Do stress fractures indicate underlying bone disease?

This is a question that comes up often in a metabolic bone disease clinic, particularly when the patient has sustained more than one such fracture.

I don’t think there is a simple answer to this somewhat rhetorical question because stress fractures tend to occur in persons healthy enough to overload their skeletons. My thinking is that damage to trabecular bone micro-architecture occurs constantly during activities of daily living but the bone remodeling process is usually able to overcome this. As micro-cracks occur osteoblasts are recruited to heal them before they can propagate into true clinically apparent stress fractures. It is only if one keeps overloading the skeleton to a point where the accumulation of micro-cracks exceeds the ability to repair the damage that stress fractures happen.

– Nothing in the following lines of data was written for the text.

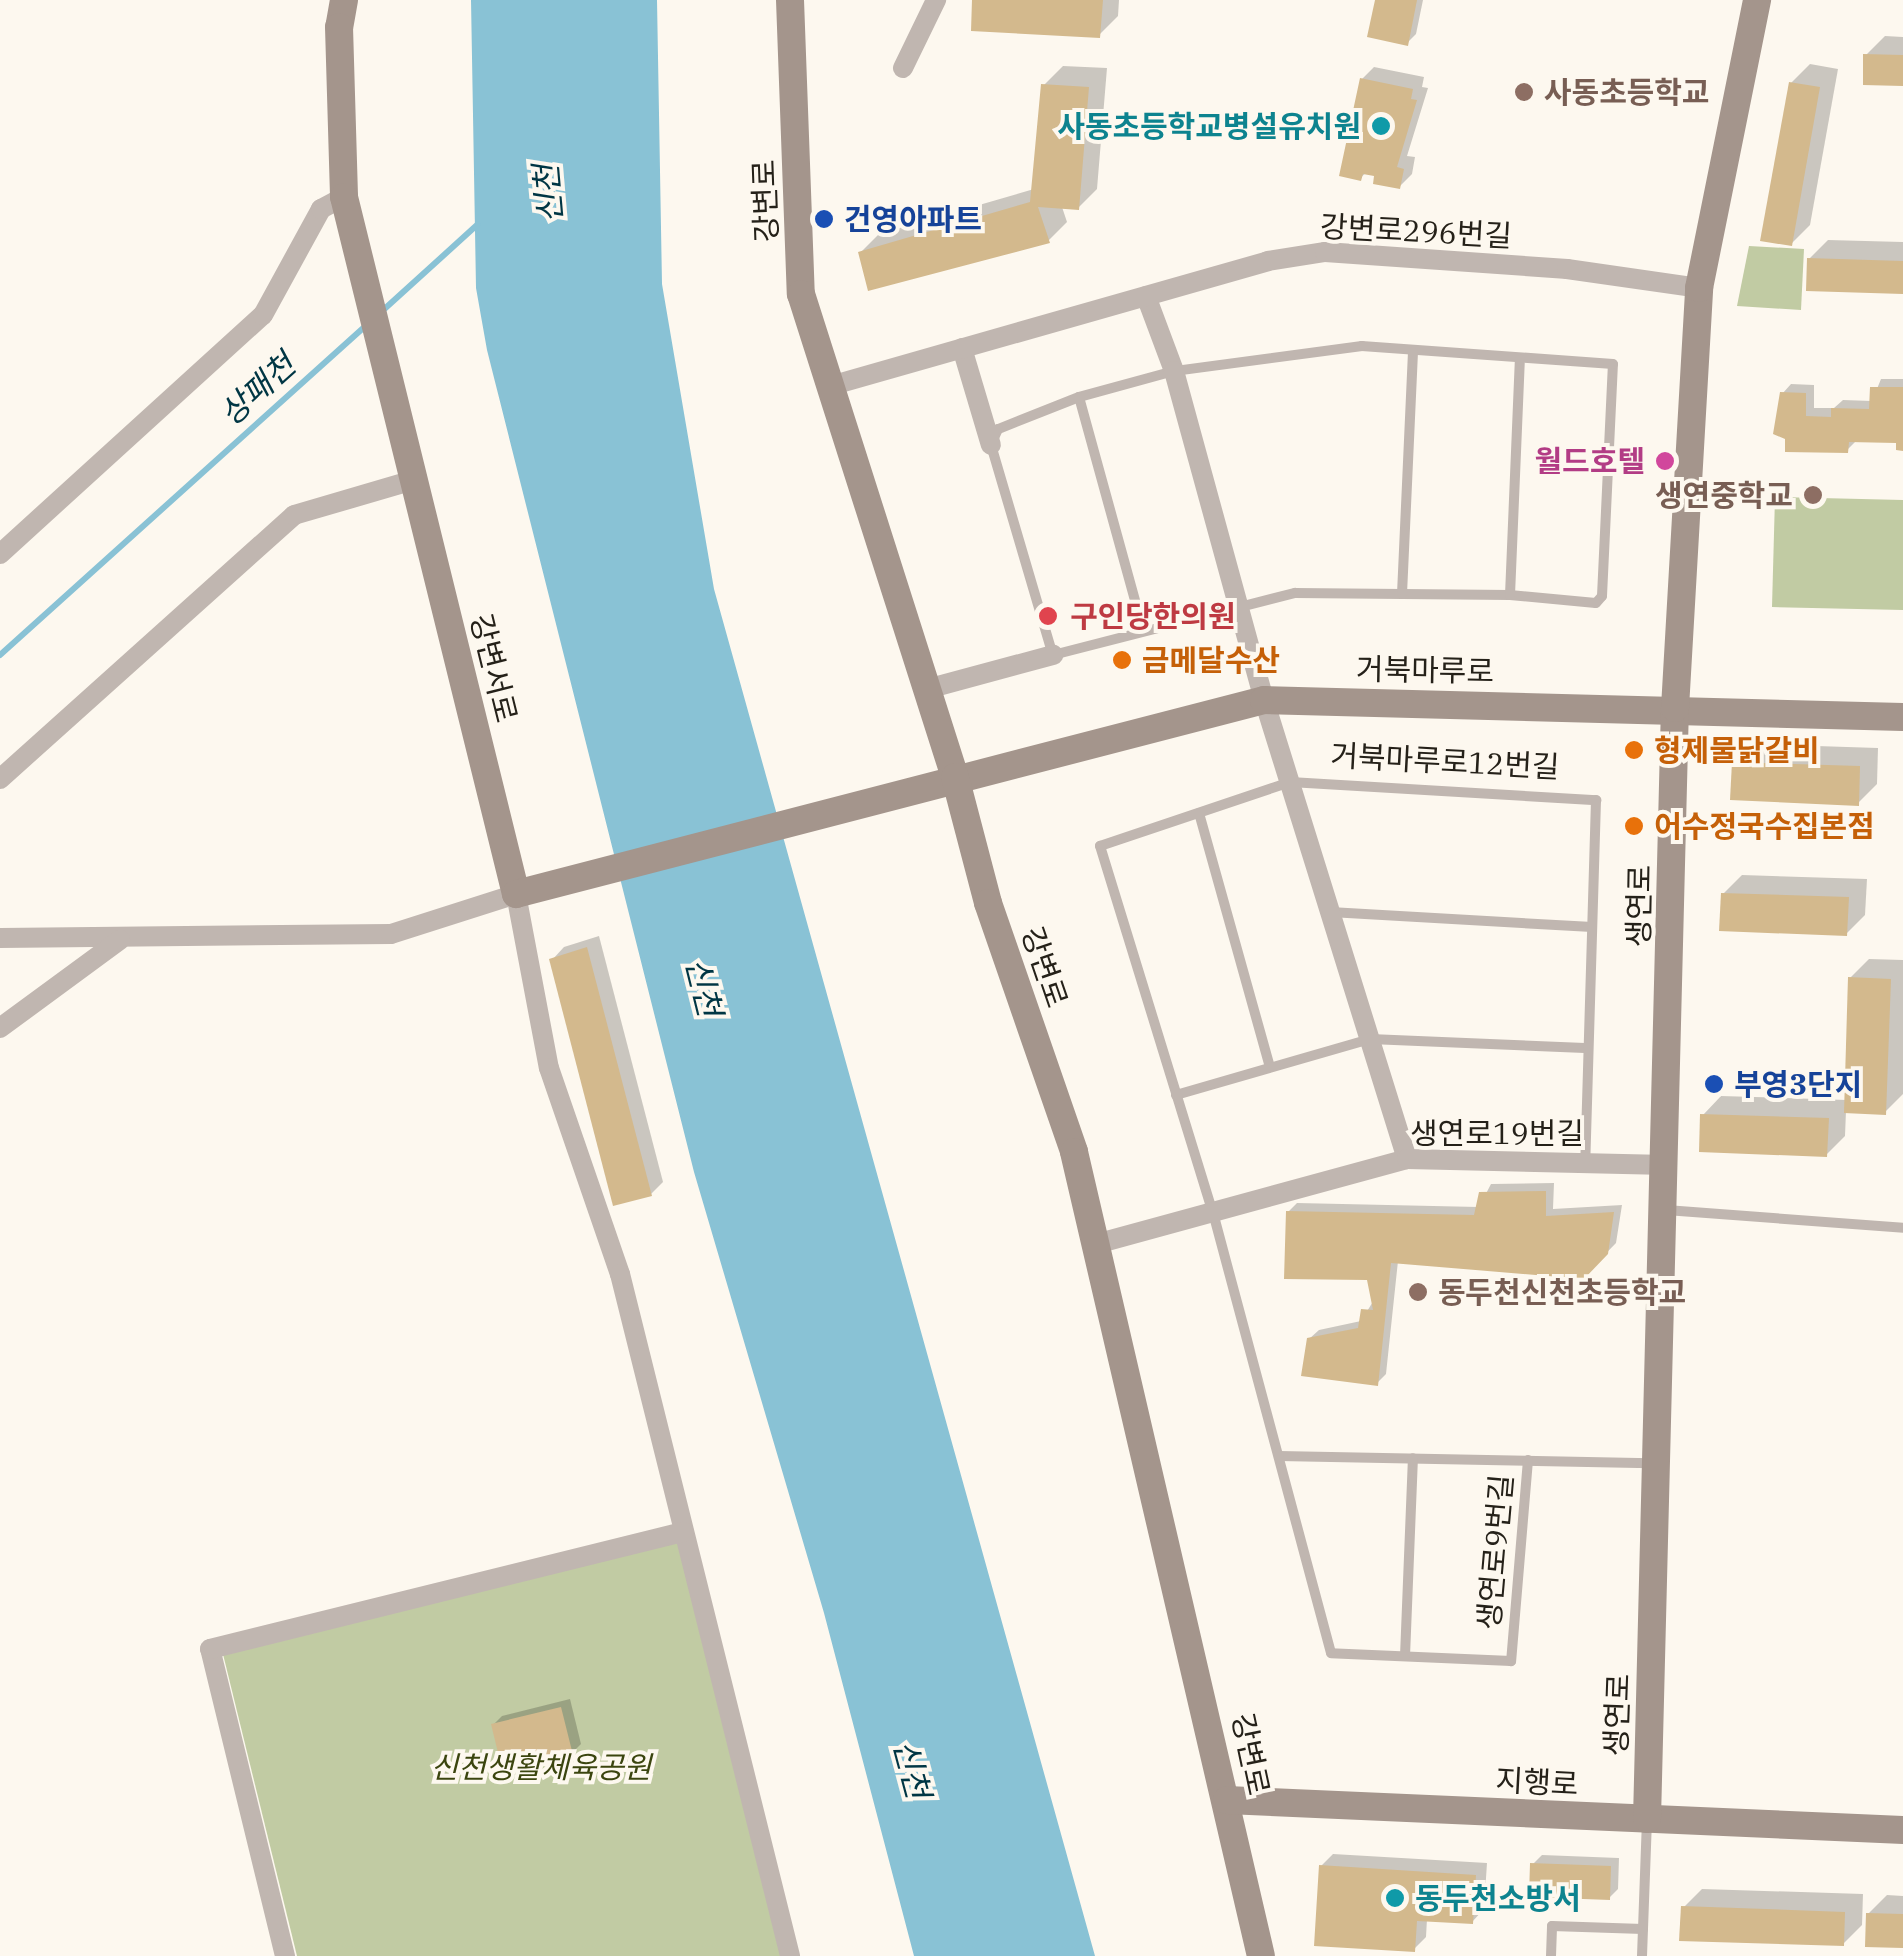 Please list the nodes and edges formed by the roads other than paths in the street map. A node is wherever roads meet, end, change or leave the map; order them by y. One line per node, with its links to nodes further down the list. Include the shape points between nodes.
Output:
1 (344, 0): 6 (street)
2 (790, 0): 13 (street, 강변로, via 801,294)
3 (936, 0): 5 (street)
4 (1758, 0): 7 (street, 생연로)
5 (903, 68)
6 (344, 197): 16 (street, 강변서로); 17 (street, via 321,209 263,315)
7 (1698, 288): 8 (street, 강변로296번길, via 1567,268 1325,252 1268,260); 25 (street, 생연로)
8 (1146, 296): 9 (street, 강변로296번길); 12 (street, 거북마루로12번길)
9 (962, 348): 13 (street, 강변로296번길); 15 (street)
10 (1412, 352): 11 (lane); 12 (lane, via 1362,346); 18 (lane)
11 (1520, 359): 19 (lane); 19 (lane, via 1613,364 1602,596 1596,604)
12 (1174, 371): 14 (lane); 20 (street, 거북마루로12번길)
13 (830, 386): 23 (street, 강변로)
14 (1080, 397): 15 (lane, via 998,429); 21 (lane)
15 (990, 444): 22 (lane)
16 (412, 469): 28 (street, via 294,515); 31 (street, 강변서로)
17 (0, 554)
18 (1402, 594): 19 (lane); 20 (lane, via 1295,592)
19 (1510, 595)
20 (1241, 604): 21 (lane); 24 (street, 거북마루로12번길)
21 (1143, 630): 22 (lane)
22 (1053, 655): 23 (street)
23 (927, 689): 27 (street, 강변로)
24 (1264, 700): 25 (street, 거북마루로); 27 (street, 거북마루로); 29 (street, 거북마루로12번길)
25 (1675, 708): 26 (street, 거북마루로); 43 (street, 생연로)
26 (1903, 717)
27 (955, 776): 31 (street, 거북마루로); 47 (street, 강변로, via 988,903 1074,1152)
28 (0, 779)
29 (1290, 782): 30 (lane, 거북마루로12번길); 32 (street, 거북마루로12번길); 33 (lane, 거북마루로12번길, via 1596,800)
30 (1199, 813): 39 (lane); 40 (lane, 거북마루로12번길, via 1100,846)
31 (516, 894): 35 (street, via 391,934); 52 (street, via 548,1068 620,1274)
32 (1330, 912): 33 (lane); 37 (street, 거북마루로12번길)
33 (1588, 927): 38 (lane)
34 (0, 938): 35 (street)
35 (120, 940): 36 (street)
36 (0, 1028)
37 (1370, 1039): 38 (lane); 39 (lane); 41 (street, 거북마루로12번길)
38 (1585, 1048): 42 (lane)
39 (1270, 1064): 40 (lane)
40 (1176, 1095): 44 (lane)
41 (1408, 1160): 42 (street, 생연로19번길); 44 (street, 생연로19번길)
42 (1585, 1163): 43 (street, 생연로19번길)
43 (1667, 1165): 45 (street, 생연로)
44 (1212, 1210): 47 (street, 생연로19번길); 48 (lane, 생연로9번길)
45 (1665, 1210): 46 (lane); 51 (street, 생연로)
46 (1903, 1228)
47 (1096, 1244): 54 (street, 강변로)
48 (1280, 1456): 49 (lane, 생연로9번길); 53 (lane, 생연로9번길, via 1331,1654)
49 (1413, 1458): 50 (lane, 생연로9번길); 53 (lane)
50 (1528, 1460): 51 (lane, 생연로9번길); 53 (lane, 생연로9번길, via 1511,1661)
51 (1658, 1463): 55 (street, 생연로)
52 (684, 1532): 58 (street, via 210,1649); 59 (street)
53 (1405, 1656)
54 (1227, 1800): 55 (street, 지행로); 60 (street, 강변로)
55 (1647, 1820): 56 (street, 지행로); 57 (lane)
56 (1903, 1830)
57 (1642, 1929): 61 (lane, via 1552,1926); 62 (lane)
58 (286, 1956)
59 (790, 1956)
60 (1262, 1956)
61 (1551, 1956)
62 (1642, 1956)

All too often I see younger women who take on a vigorous exercise program (I have had a number of patients who somehow find time to put in two or more hours of exercise every day) and sustain a stress fracture within a few weeks or months of starting their program. Undaunted they allow themselves a week or so to “recover” before starting up again. However, this time they tend to protect the injured limb and simply overload the good one, increasing their risk of another such event. In that circumstance, a metabolic bone disease work-up is probably not indicated but a complete history particularly looking for any change in menstrual function is appropriate — ie, looking for the “female athlete triad.” I face an angry response almost every time I suggest that the patient tones down his or her load-bearing exercise program.

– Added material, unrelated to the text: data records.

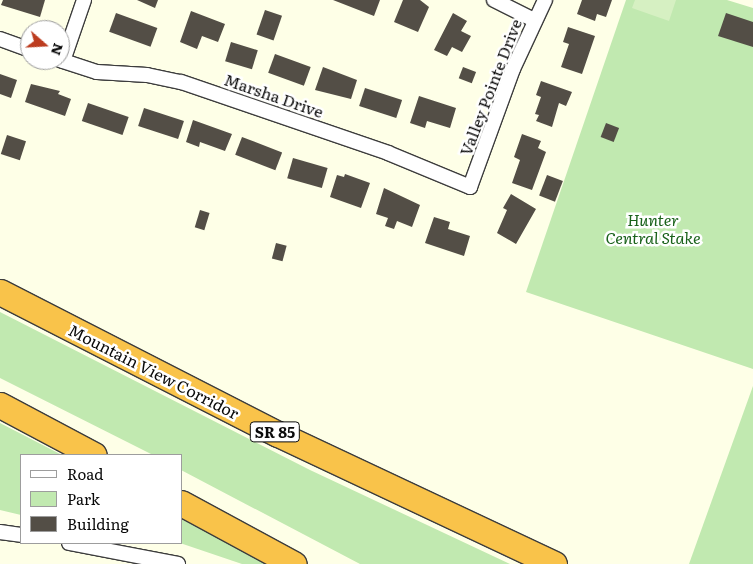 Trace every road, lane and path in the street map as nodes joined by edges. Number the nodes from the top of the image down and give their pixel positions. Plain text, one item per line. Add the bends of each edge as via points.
1 (84, 0) edge
2 (494, 0) edge
3 (545, 0) edge
4 (534, 20) junction
5 (70, 37) edge
6 (0, 39) edge
7 (20, 46) edge
8 (70, 63) edge
9 (470, 187) joint
10 (0, 292) edge
11 (0, 405) edge
12 (92, 454) edge
13 (182, 504) edge
14 (0, 532) edge
15 (20, 535) edge
16 (74, 544) edge
17 (178, 564) edge
18 (294, 564) edge
19 (554, 564) edge

1 - 5 street
2 - 4 street
3 - 4 street, Valley Pointe Drive
4 - 9 street, Valley Pointe Drive via 503,93
6 - 7 street
8 - 9 street, Marsha Drive via 96,72 176,80 388,154
10 - 19 highway, Mountain View Corridor / SR 85 via 287,438
11 - 12 highway
13 - 18 highway
14 - 15 street
16 - 17 street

Sustained use of corticosteroids is clearly detrimental to skeletal health since they stimulate bone resorption and inhibit bone formation, limiting the body’s ability to repair micro-damage in a timely manner. Steroids also tend to impair muscle function such that the extent to which the patient can engage in vigorous exercise is reduced. However, the disruption of the normal bone remodeling cycle is likely to lead to fractures even when skeletal loading is reduced.

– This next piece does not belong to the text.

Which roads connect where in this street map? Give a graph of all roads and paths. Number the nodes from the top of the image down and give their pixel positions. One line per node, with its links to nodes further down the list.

Osteoporosis therapies that inhibit bone resorption, particularly bisphosphonates with a long half-life in the skeleton, are also likely to diminish the ability of the skeleton to self-repair. The skeletal response is different to that of steroid exposure in that both resorption and formation are suppressed. There is usually a delay of three months or slightly longer between inhibition of resorption and inhibition of formation, and for some time, this leads to positive skeletal balance. There is mounting evidence that over time, in some patients, there is no longer any positive skeletal balance. To me, this should be a warning sign that it is time to give the skeleton a rest from therapy as I have discussed before. As long as bone mineral density is continuing to increase between successive DXA studies performed two years apart, the bisphosphonates should be continued.

Once you have demonstrated with successive DXA studies that there is no ongoing increase in bone mass, give serious consideration to temporarily discontinuing the therapy and give the remodeling cycle a chance to recover. Remember this is “off label” use of bisphosphonates so make certain you understand the rationale for interrupting therapy and have carefully explained that to the patient. Take the time to note that discussion carefully in the patient’s record. At the time when positive skeletal balance is no longer evident, your patient may still have a worryingly low bone density and be at increased risk for fracture. This is the time to remind the patient about safety and fall prevention as well as maintaining an adequate calcium, vitamin D and protein intake. If you and/or the patient are still concerned about fracture risk, consider initiating therapy with teriparatide. The insurance company may balk at first but not responding to bisphosphonates (which you have demonstrated with serial DXA) is an indication to use teriparatide in patients with increased risk of fracture.